Find every line below that contains the word "lane" and copy it out.

Top of Dataset entries

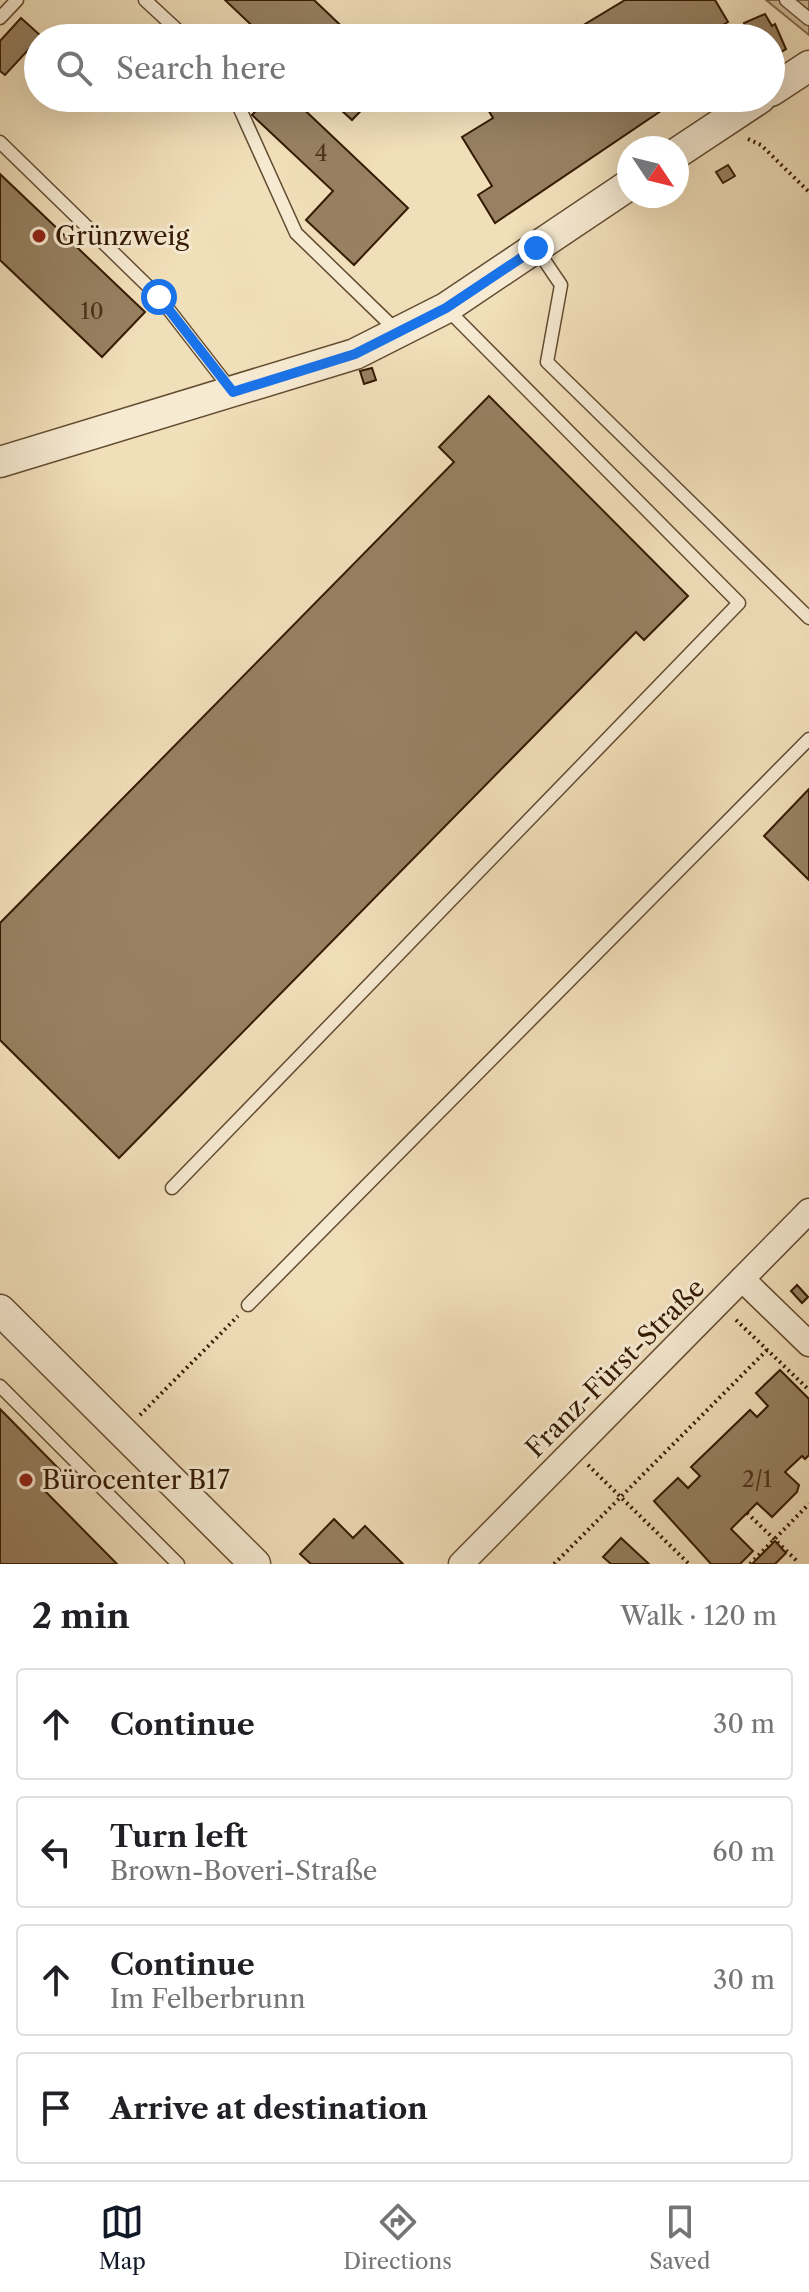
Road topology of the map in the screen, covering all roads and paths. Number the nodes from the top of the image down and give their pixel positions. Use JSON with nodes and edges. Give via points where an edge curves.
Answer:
{"nodes":[{"id":1,"x":17,"y":0,"type":"edge"},
{"id":2,"x":145,"y":0,"type":"edge"},
{"id":3,"x":786,"y":0,"type":"edge"},
{"id":4,"x":0,"y":18,"type":"edge"},
{"id":5,"x":809,"y":19,"type":"edge"},
{"id":6,"x":171,"y":24,"type":"edge"},
{"id":7,"x":809,"y":66,"type":"edge"},
{"id":8,"x":785,"y":82,"type":"edge"},
{"id":9,"x":241,"y":112,"type":"edge"},
{"id":10,"x":738,"y":112,"type":"edge"},
{"id":11,"x":716,"y":126,"type":"junction"},
{"id":12,"x":0,"y":142,"type":"edge"},
{"id":13,"x":689,"y":145,"type":"edge"},
{"id":14,"x":809,"y":192,"type":"edge"},
{"id":15,"x":617,"y":193,"type":"edge"},
{"id":16,"x":536,"y":248,"type":"junction"},
{"id":17,"x":446,"y":308,"type":"junction"},
{"id":18,"x":399,"y":333,"type":"junction"},
{"id":19,"x":233,"y":392,"type":"junction"},
{"id":20,"x":0,"y":462,"type":"edge"},
{"id":21,"x":809,"y":618,"type":"edge"},
{"id":22,"x":809,"y":739,"type":"edge"},
{"id":23,"x":172,"y":1188,"type":"dead end"},
{"id":24,"x":809,"y":1211,"type":"edge"},
{"id":25,"x":742,"y":1279,"type":"junction"},
{"id":26,"x":718,"y":1303,"type":"junction"},
{"id":27,"x":248,"y":1305,"type":"joint"},
{"id":28,"x":0,"y":1310,"type":"edge"},
{"id":29,"x":809,"y":1344,"type":"edge"},
{"id":30,"x":767,"y":1350,"type":"junction"},
{"id":31,"x":0,"y":1386,"type":"edge"},
{"id":32,"x":809,"y":1390,"type":"edge"},
{"id":33,"x":157,"y":1397,"type":"dead end"},
{"id":34,"x":588,"y":1465,"type":"dead end"},
{"id":35,"x":620,"y":1496,"type":"junction"},
{"id":36,"x":809,"y":1504,"type":"edge"},
{"id":37,"x":747,"y":1513,"type":"dead end"},
{"id":38,"x":774,"y":1539,"type":"junction"},
{"id":39,"x":797,"y":1561,"type":"dead end"},
{"id":40,"x":178,"y":1564,"type":"edge"},
{"id":41,"x":255,"y":1564,"type":"edge"},
{"id":42,"x":461,"y":1564,"type":"edge"},
{"id":43,"x":554,"y":1564,"type":"edge"},
{"id":44,"x":689,"y":1564,"type":"edge"},
{"id":45,"x":750,"y":1564,"type":"edge"}],
"edges":[{"from":1,"to":4,"type":"lane"},
{"from":2,"to":6,"type":"lane"},
{"from":3,"to":5,"type":"lane"},
{"from":7,"to":8,"type":"street"},
{"from":9,"to":18,"type":"lane","via":[[296,233]]},
{"from":10,"to":11,"type":"street"},
{"from":11,"to":13,"type":"street"},
{"from":11,"to":14,"type":"path","via":[[761,145]]},
{"from":12,"to":19,"type":"lane","via":[[159,297]]},
{"from":15,"to":16,"type":"street"},
{"from":16,"to":17,"type":"street"},
{"from":16,"to":21,"type":"lane","via":[[561,285],[547,362]]},
{"from":17,"to":18,"type":"street"},
{"from":17,"to":23,"type":"lane","via":[[739,603]]},
{"from":18,"to":19,"type":"street","via":[[355,354]]},
{"from":19,"to":20,"type":"street"},
{"from":22,"to":27,"type":"lane"},
{"from":24,"to":25,"type":"street","name":"Franz-Fürst-Straße"},
{"from":25,"to":26,"type":"street","name":"Franz-Fürst-Straße"},
{"from":25,"to":29,"type":"street"},
{"from":26,"to":30,"type":"path"},
{"from":26,"to":42,"type":"street","name":"Franz-Fürst-Straße"},
{"from":27,"to":33,"type":"path"},
{"from":28,"to":41,"type":"street"},
{"from":30,"to":32,"type":"path"},
{"from":30,"to":35,"type":"path"},
{"from":31,"to":40,"type":"lane"},
{"from":34,"to":35,"type":"path"},
{"from":35,"to":43,"type":"path"},
{"from":35,"to":44,"type":"path"},
{"from":36,"to":38,"type":"path"},
{"from":37,"to":38,"type":"path"},
{"from":38,"to":39,"type":"path"},
{"from":38,"to":45,"type":"path"}]}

Bottom of Dataset entries

Expected answer:
"edges":[{"from":1,"to":4,"type":"lane"},
{"from":2,"to":6,"type":"lane"},
{"from":3,"to":5,"type":"lane"},
{"from":9,"to":18,"type":"lane","via":[[296,233]]},
{"from":12,"to":19,"type":"lane","via":[[159,297]]},
{"from":16,"to":21,"type":"lane","via":[[561,285],[547,362]]},
{"from":17,"to":23,"type":"lane","via":[[739,603]]},
{"from":22,"to":27,"type":"lane"},
{"from":31,"to":40,"type":"lane"},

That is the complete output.